Fukushima. It was a Gen 1 plant which already has the issue that a thermal runaway is possible. There were other examples of this happening like TMI. The backup for Fukushima was onsite generators which were flooded and ultimately failed causing the meltdown.
The safety lessons we learned from all gen 1 reactors was to apply passive shutdown mechanism where if input power fails fission ultimately stops. That's not something that can be applied across the fleet because it requires more infrastructure and an almost complete redesign of the reactor's setup. Which is why these early reactors all have a potential risk of thermal runaway.
Edit: It looks like all gen Is have been decommissioned as of 2015, which is great. But we really should now be talking about decommissioning gen IIs and leaping forward to Gen IVs.
Fukushima Daiichi Nuclear Power Plant was NOT using Generation I reactors.
"Gen I refers to the prototype and power reactors that launched civil nuclear power. This generation consists of early prototype reactors from the 1950s and 1960s, such as Shippingport (1957–1982) in Pennsylvania, Dresden-1 (1960–1978) in Illinois, and Calder Hall-1 (1956–2003) in the United Kingdom. This kind of reactor typically ran at power levels that were “proof-of-concept.”"
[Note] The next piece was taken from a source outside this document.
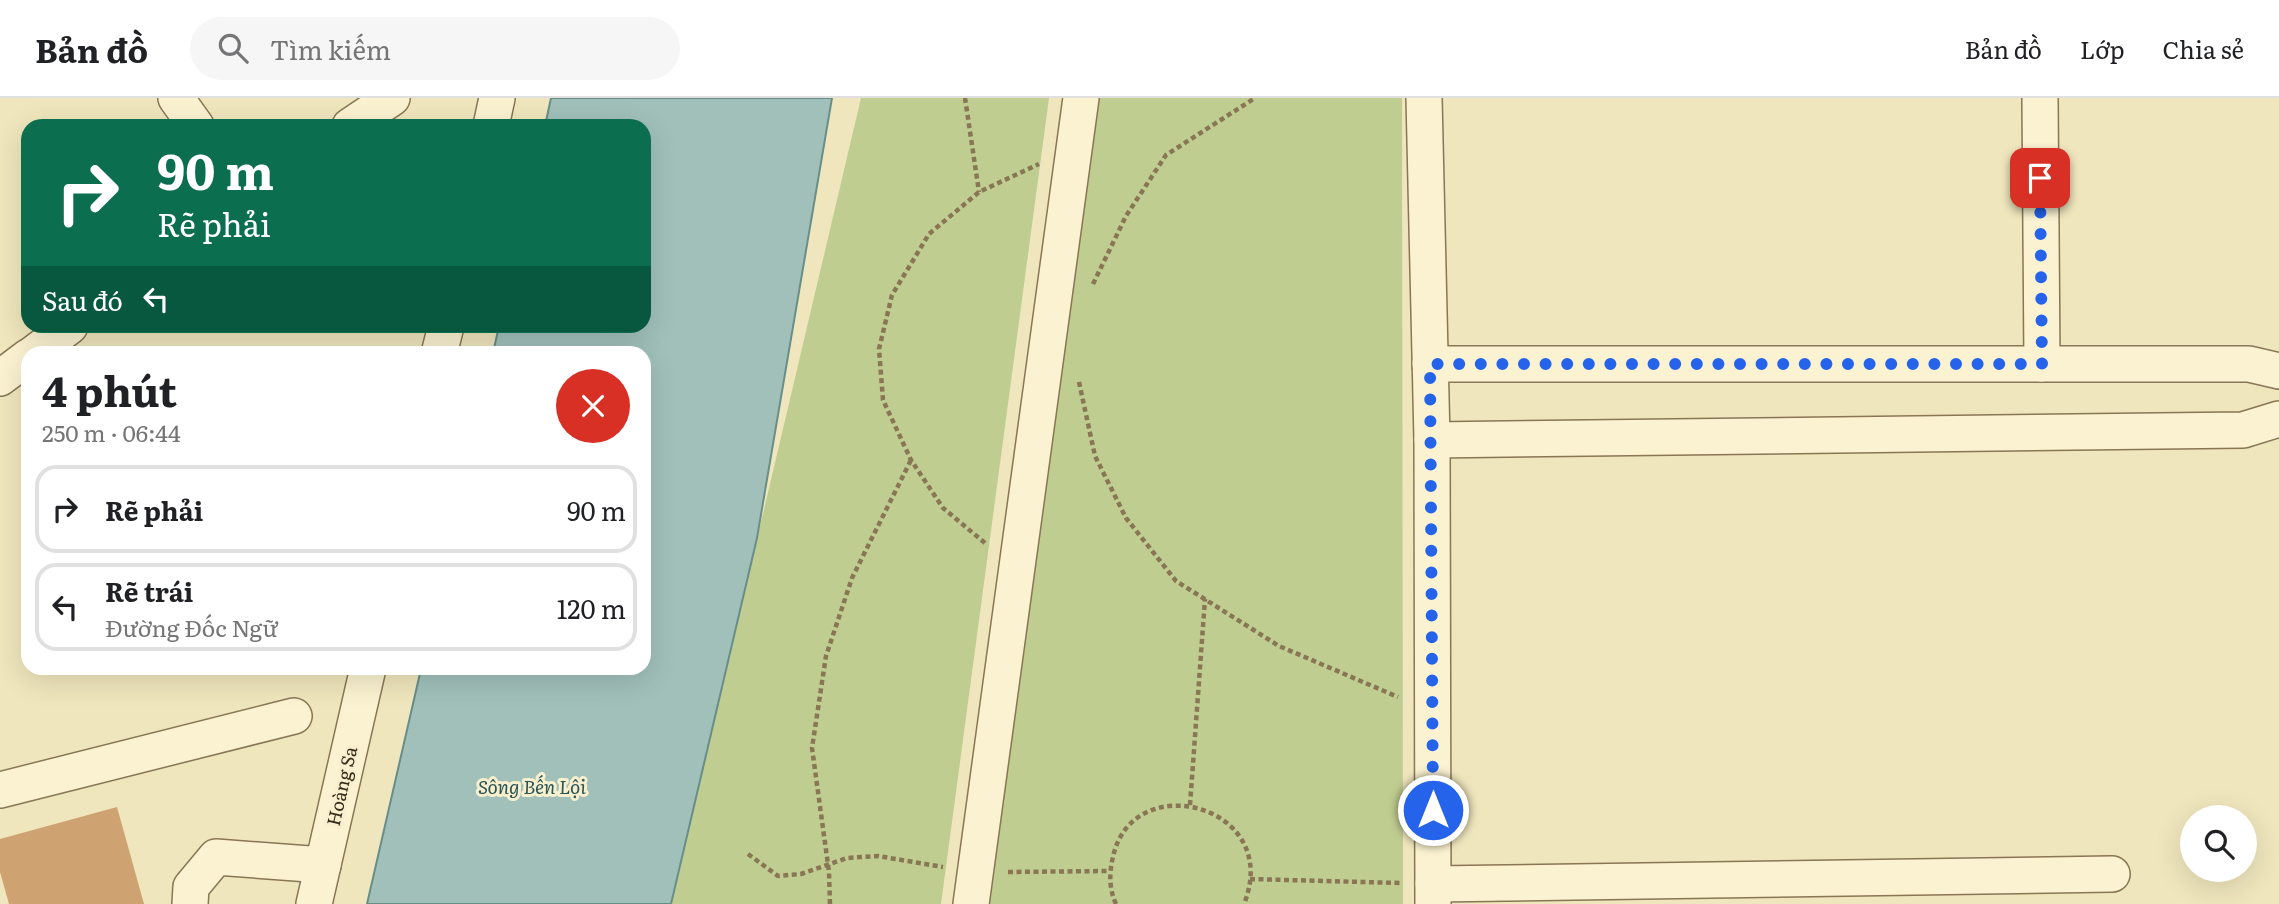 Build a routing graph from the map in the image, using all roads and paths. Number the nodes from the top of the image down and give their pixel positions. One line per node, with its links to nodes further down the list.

https://www.amacad.org/publication/nuclear-reactors-generati...
> if input power fails fission ultimately stops
AIUI fission was stopped basically immediately. The problem was removing the decay heat from the fission by-products; without pumps to move cooling water that didn't happen.
I think modern reactor designs have enough passive cooling that this failure mode can't happen. There are a lot of active reactor plants where it still could be possible though.
Fukushima Daiichi is irrelevant to European nuclear reactor safety.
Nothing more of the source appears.